第76話 白き竜の国

 敬喜の背後の竜は巨大だった。

 それが自分にしか見えない幻のようなものだと分かりながら、天井が崩れるのではと心配になる。

 竜は、敬喜の背後に座っている。

 以前ジュンケンから『臥竜』と聞いていたが、眠ってはいない、起きている。

 竜なのに荒ぶっていない。

 本人と同じく理知的な瞳で、ただ黙って少女を見ていた。

 白蛇をありがたがる地域もあるが、この竜も白い。

 神々しいまでの白さに、その落ち着き払った姿に気圧される。

 大体がゲツレイ、この『映像を見る』と言うのは初めてなのだ。

 道場拳法ながら他人の気をよみ戦うことに特化したジュンケンと、それが生活の一部とはいえ常に危険に対し気を張っていたゲツレイは、同じような境地にあるのかもしれない。

 ただ、竜の迫力に飲まれていく……


 「ゲツレイ‼おい‼ゲツレイ‼」

 急に揺すられた気がして、少女の焦点がやっと合った。

 目を開けて気を失ったような、心ここにあらずの状態だったらしい。

 いつか大使館に戻っている。

 明かりがともされ、辺りが暗くなっていると知る。

 1階の広間にいるらしい。

 「ジュンケン?」

 ぼんやりする頭で聞き返すが、その肩に乗るように小さな竜を認める。

 本人と同じだ。

 茶目っ気たっぷりにちょろちょろ動きまわる、黒竜の子供。

 「はは、君も竜か。」

 口に出してしまった後、急激に気持ちが戻ってくる。

 いつの間にか戻っていた、失った時間の流れに気づき、

 「私はちゃんとできていたのか?」と尋ねる。

 周囲にはジュンケンだけじゃない、大使や宗近、スウトウにスイリョウ、ゆきも心配して寄り添っていてくれたから。

 「大丈夫だ」と、大使。

 「所作は完璧だし、心ここにあらずだったから誘導して連れ帰った。不自然なところはないよ。」

 「よかった。」

 柄にもなく大きくため息をついたゲツレイに、

 「で、見えたのか?」と、ジュンケンが訊く。

 「ああ、君の世界が分かった」と、少女は見知ったビジョンを説明するのだ。


 「落ち着き払った白き竜、か。」

 映像の意味を考えこむ大使。

 「落ち着き払った……」に引っかかっているのは、小藩の後継ぎである宗近で。

 歴史上、幕府の最後は戦乱だ。

 力も何も失って、しかし権力にしがみつきたい幕府側を、次にこの国を治めることとなる新勢力が打ち倒す。

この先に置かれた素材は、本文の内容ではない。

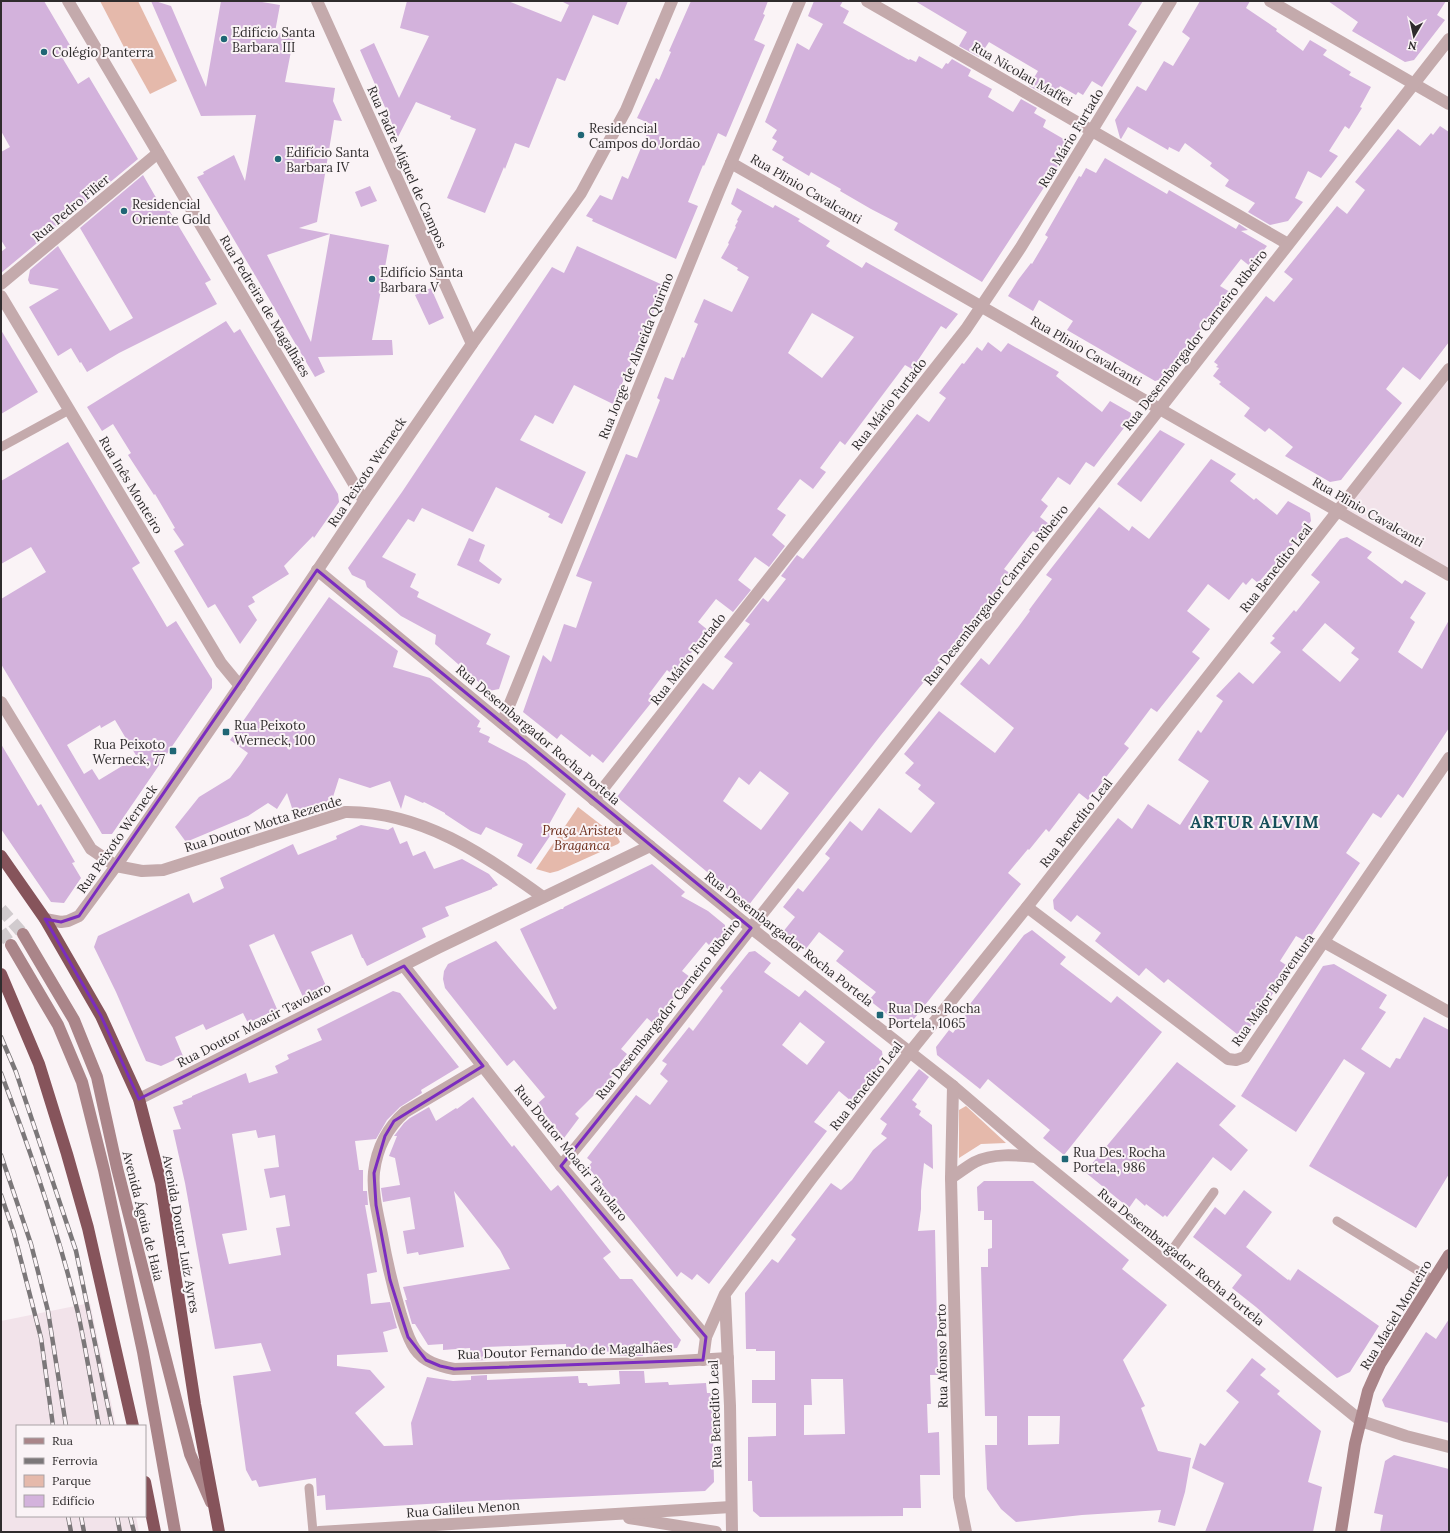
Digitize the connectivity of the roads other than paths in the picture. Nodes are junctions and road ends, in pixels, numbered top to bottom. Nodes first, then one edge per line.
1 (68, 1) edge
2 (317, 1) edge
3 (672, 1) edge
4 (800, 1) edge
5 (867, 1) edge
6 (1171, 1) edge
7 (1270, 1) edge
8 (1449, 39) edge
9 (1414, 84) junction
10 (1449, 104) edge
11 (1092, 131) junction
12 (158, 153) junction
13 (731, 163) junction
14 (1288, 244) junction
15 (1, 284) edge
16 (1, 296) edge
17 (981, 307) junction
18 (472, 344) junction
19 (1449, 369) edge
20 (1159, 409) junction
21 (69, 410) junction
22 (1, 447) edge
23 (364, 501) junction
24 (1338, 511) junction
25 (317, 570) junction
26 (1449, 575) edge
27 (240, 686) junction
28 (1, 702) edge
29 (502, 723) junction
30 (1449, 758) edge
31 (594, 800) junction
32 (650, 846) junction
33 (1, 856) edge
34 (116, 866) junction
35 (543, 897) junction
36 (1028, 908) junction
37 (45, 919) junction
38 (750, 928) junction
39 (23, 934) tunnel mouth
40 (1324, 942) junction
41 (11, 945) tunnel mouth
42 (404, 966) junction
43 (1, 974) edge
44 (1449, 1012) edge
45 (910, 1052) junction
46 (483, 1066) junction
47 (952, 1086) junction
48 (139, 1099) junction
49 (1036, 1157) junction
50 (561, 1166) junction
51 (951, 1178) junction
52 (1214, 1192) dead end
53 (1337, 1221) dead end
54 (1449, 1255) edge
55 (1164, 1261) junction
56 (1433, 1280) junction
57 (725, 1294) junction
58 (706, 1337) junction
59 (728, 1358) junction
60 (703, 1360) junction
61 (1360, 1421) junction
62 (133, 1425) edge
63 (1449, 1447) edge
64 (146, 1487) edge
65 (308, 1488) dead end
66 (731, 1507) junction
67 (216, 1514) junction
68 (608, 1514) junction
69 (156, 1532) edge
70 (175, 1532) edge
71 (219, 1532) edge
72 (313, 1532) edge
73 (319, 1532) edge
74 (716, 1532) edge
75 (732, 1532) edge
76 (966, 1532) edge
77 (1341, 1532) edge

1 - 12 street, Rua Pedreira de Magalhães
2 - 18 street, Rua Padre Miguel de Campos
3 - 18 street, Rua Peixoto Werneck
4 - 13 street, Rua Jorge de Almeida Quirino
5 - 11 street, Rua Nicolau Maffei
6 - 11 street, Rua Mário Furtado
7 - 9 street
8 - 9 street, Rua Desembargador Carneiro Ribeiro
9 - 10 street
9 - 14 street, Rua Desembargador Carneiro Ribeiro
11 - 14 street, Rua Nicolau Maffei
11 - 17 street, Rua Mário Furtado
12 - 15 street, Rua Pedro Filier
12 - 23 street, Rua Pedreira de Magalhães
13 - 17 street, Rua Plinio Cavalcanti
13 - 29 street, Rua Jorge de Almeida Quirino
14 - 20 street, Rua Desembargador Carneiro Ribeiro
16 - 21 street, Rua Inês Monteiro
17 - 20 street, Rua Plinio Cavalcanti
17 - 31 street, Rua Mário Furtado
18 - 23 street, Rua Peixoto Werneck
19 - 24 street, Rua Benedito Leal
20 - 24 street, Rua Plinio Cavalcanti
20 - 38 street, Rua Desembargador Carneiro Ribeiro
21 - 22 lane
21 - 27 street, Rua Inês Monteiro
23 - 25 street, Rua Peixoto Werneck
24 - 26 street, Rua Plinio Cavalcanti
24 - 36 street, Rua Benedito Leal
25 - 27 street, Rua Peixoto Werneck
25 - 29 street, Rua Desembargador Rocha Portela
27 - 34 street, Rua Peixoto Werneck
28 - 34 street
29 - 31 street, Rua Desembargador Rocha Portela
30 - 40 street, Rua Major Boaventura
31 - 32 street, Rua Desembargador Rocha Portela
32 - 35 street, Rua Doutor Moacir Tavolaro
32 - 38 street, Rua Desembargador Rocha Portela
33 - 37 highway, Avenida Doutor Luíz Ayres
34 - 35 street, Rua Doutor Motta Rezende
34 - 37 street, Rua Peixoto Werneck
35 - 42 street, Rua Doutor Moacir Tavolaro
36 - 40 street, Rua Major Boaventura
36 - 45 street, Rua Benedito Leal
37 - 48 highway, Avenida Doutor Luíz Ayres
38 - 45 street, Rua Desembargador Rocha Portela
38 - 50 street, Rua Desembargador Carneiro Ribeiro
39 - 67 main road, Avenida Águia de Haia
40 - 44 street
41 - 70 main road, Avenida Águia de Haia
42 - 46 street, Rua Doutor Moacir Tavolaro
42 - 48 street, Rua Doutor Moacir Tavolaro
43 - 62 highway
45 - 47 street, Rua Desembargador Rocha Portela
45 - 57 street, Rua Benedito Leal
46 - 50 street, Rua Doutor Moacir Tavolaro
46 - 60 street, Rua Doutor Fernando de Magalhães
47 - 49 street, Rua Desembargador Rocha Portela
47 - 51 street, Rua Afonso Porto
48 - 67 highway, Avenida Doutor Luíz Ayres
49 - 51 street
49 - 55 street, Rua Desembargador Rocha Portela
50 - 58 street, Rua Doutor Moacir Tavolaro
51 - 76 street, Rua Afonso Porto
52 - 55 lane
53 - 56 lane
54 - 56 main road, Rua Maciel Monteiro
55 - 61 street, Rua Desembargador Rocha Portela
56 - 61 main road, Rua Maciel Monteiro
57 - 58 street, Rua Benedito Leal
57 - 59 street, Rua Benedito Leal
58 - 60 street
59 - 60 street, Rua Doutor Fernando de Magalhães
59 - 66 street, Rua Benedito Leal
61 - 63 street, Rua Desembargador Rocha Portela
61 - 77 main road, Rua Maciel Monteiro
64 - 69 highway
65 - 72 lane
66 - 68 street, Rua Galileu Menon
66 - 75 street, Rua Benedito Leal
67 - 71 highway, Avenida Doutor Luíz Ayres
68 - 73 street, Rua Galileu Menon
68 - 74 street, Rua Galileu Menon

 落ち着き払っていたこと、穏やかで、しかし迫力さえ感じさせる態度から、将軍が『戦い』を決意したとは思えなかった。

 なら、何を?

 この国はどう転んでいくか?

 「もしかして……」

 「返す、つもりかもしれないな。」

 大使と宗近、2人同時に結論を出した。

 武士とは本来戦うもので、勝ち目がなかろうと『武士道』とやらで引けなくなる。

 周囲の者も、乱れに乱れたこの国をけん引するのは、もう幕府ではないと気が付いている。

 それでも‼

 普通は戦い、そして敗れるという流れをとるし、たぶん誰もがそのつもりだが……

 無駄死にを避け、権利を返す。

 誰かに言われて返せば幕府の『負け』だが、自主的に返せば負けにはならない。

 むしろ生き残る自分自身も、後を優位に進められるはずだ。

 「多分十中八九これだ。利口だな」と、大使。

 「この線で動ける部分は動いておこう。スウトウ。」

 「はい?」

 「誰が残るか、誰がこの国の中心になるか、探れる分は探るぞ。」

 「はい。」

 動き出す清国大使館。

 「俺は、私腹でも肥やしておこうか」は、宗近だ。

 「この先も我が平良藩が安泰か、外国勢も押し寄せていろいろが変化する今、保証はない。民を苦しめる気はないし、非合法なことはしないつもりだが、決して取り上げられない、しばらく安泰なだけの財を築こう。」

 「江戸幕府の金は止めておけよ。」

 「分かっているよ。小判なら古い質の良いものを集める。貴金属としての価値があるしな。」

 「そうだな。」

 平良藩も動き出す。

 

 この年の秋が深まった旧暦9月(新暦11月)、将軍、徳川敬喜による大政奉還が行われる。

 その少し前の話だった。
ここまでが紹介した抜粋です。